By Ariane Sherine
Last weekend, I had The Conversation for the 3,897th time – and this time, it took place in central London just two roads away from the hospital where I was born. As usual, it went like this:
Stranger: Where are you from? [Translation: You look a bit brown. Why are you brown?]
Stranger: No, where are you really from? [Translation: You are clearly telling me untruths. Brown people do not come from London.]
Stranger (exasperated): No, where are your parents from? [Translation: Now you’re just being obtuse.]
Me: Africa and America.
Stranger (confused): Erm … so where are your family from, like, back in the day? [Translation: People who come from Africa and America do not look like you.]
Me: Iran, India, Africa, America and England.
Stranger (relieved): India and Iran! Do you ever go back?

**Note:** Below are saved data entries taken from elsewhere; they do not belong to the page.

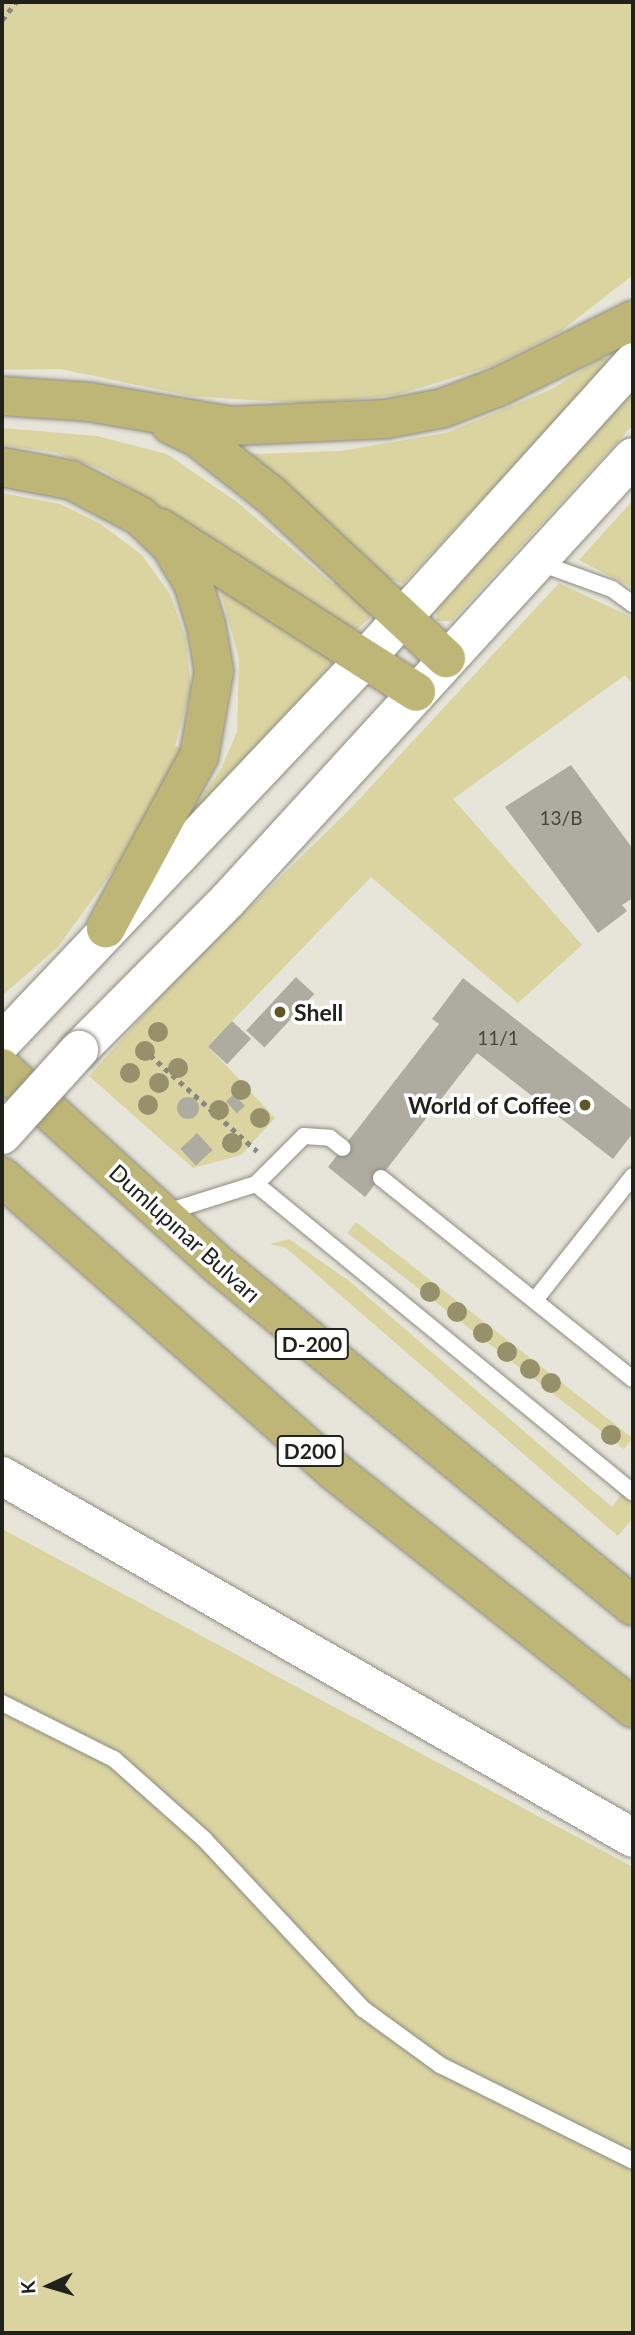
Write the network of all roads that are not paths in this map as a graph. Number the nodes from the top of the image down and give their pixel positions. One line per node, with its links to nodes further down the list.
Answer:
1 (633, 320): 4 (highway)
2 (633, 362): 10 (main road)
3 (2, 396): 4 (highway)
4 (144, 414): 10 (highway)
5 (633, 457): 8 (main road)
6 (2, 467): 7 (highway)
7 (140, 516): 11 (highway); 14 (highway)
8 (534, 561): 9 (lane); 12 (main road)
9 (633, 604)
10 (404, 617): 11 (main road); 12 (highway)
11 (366, 658): 13 (highway); 14 (main road)
12 (446, 658): 13 (main road)
13 (416, 692): 17 (main road, bridge)
14 (106, 928): 15 (main road)
15 (2, 1042)
16 (2, 1068): 23 (highway, Dumlupınar Bulvarı / D-200)
17 (2, 1135)
18 (343, 1148): 22 (lane)
19 (633, 1176): 24 (lane)
20 (2, 1177): 30 (highway, D200)
21 (381, 1178): 24 (lane)
22 (256, 1184): 23 (lane); 27 (lane)
23 (162, 1213): 28 (highway, Dumlupınar Bulvarı / D-200)
24 (535, 1300): 25 (lane)
25 (633, 1378)
26 (2, 1476): 31 (main road)
27 (633, 1493)
28 (633, 1606)
29 (2, 1703): 32 (lane)
30 (633, 1708)
31 (633, 1838)
32 (633, 2161)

At this point, I have to explain that it’s hard to go back to somewhere you have never been. I’ve lived in London since I was a zygote, have a London accent and don’t speak any languages except English – yet just because I’m cashew-coloured, I’m often questioned about my heritage. Over the last five years, I’ve been asked: “What’s your caste?” (I haven’t broken any bones); “Do you go to temple?” (only on my way to Embankment); and “Do you need special food?” (as though the answer’s going to be: “Yes, St Peter isn’t going to let me in if I’ve munched on a bit of dead pig/cow/giraffe”).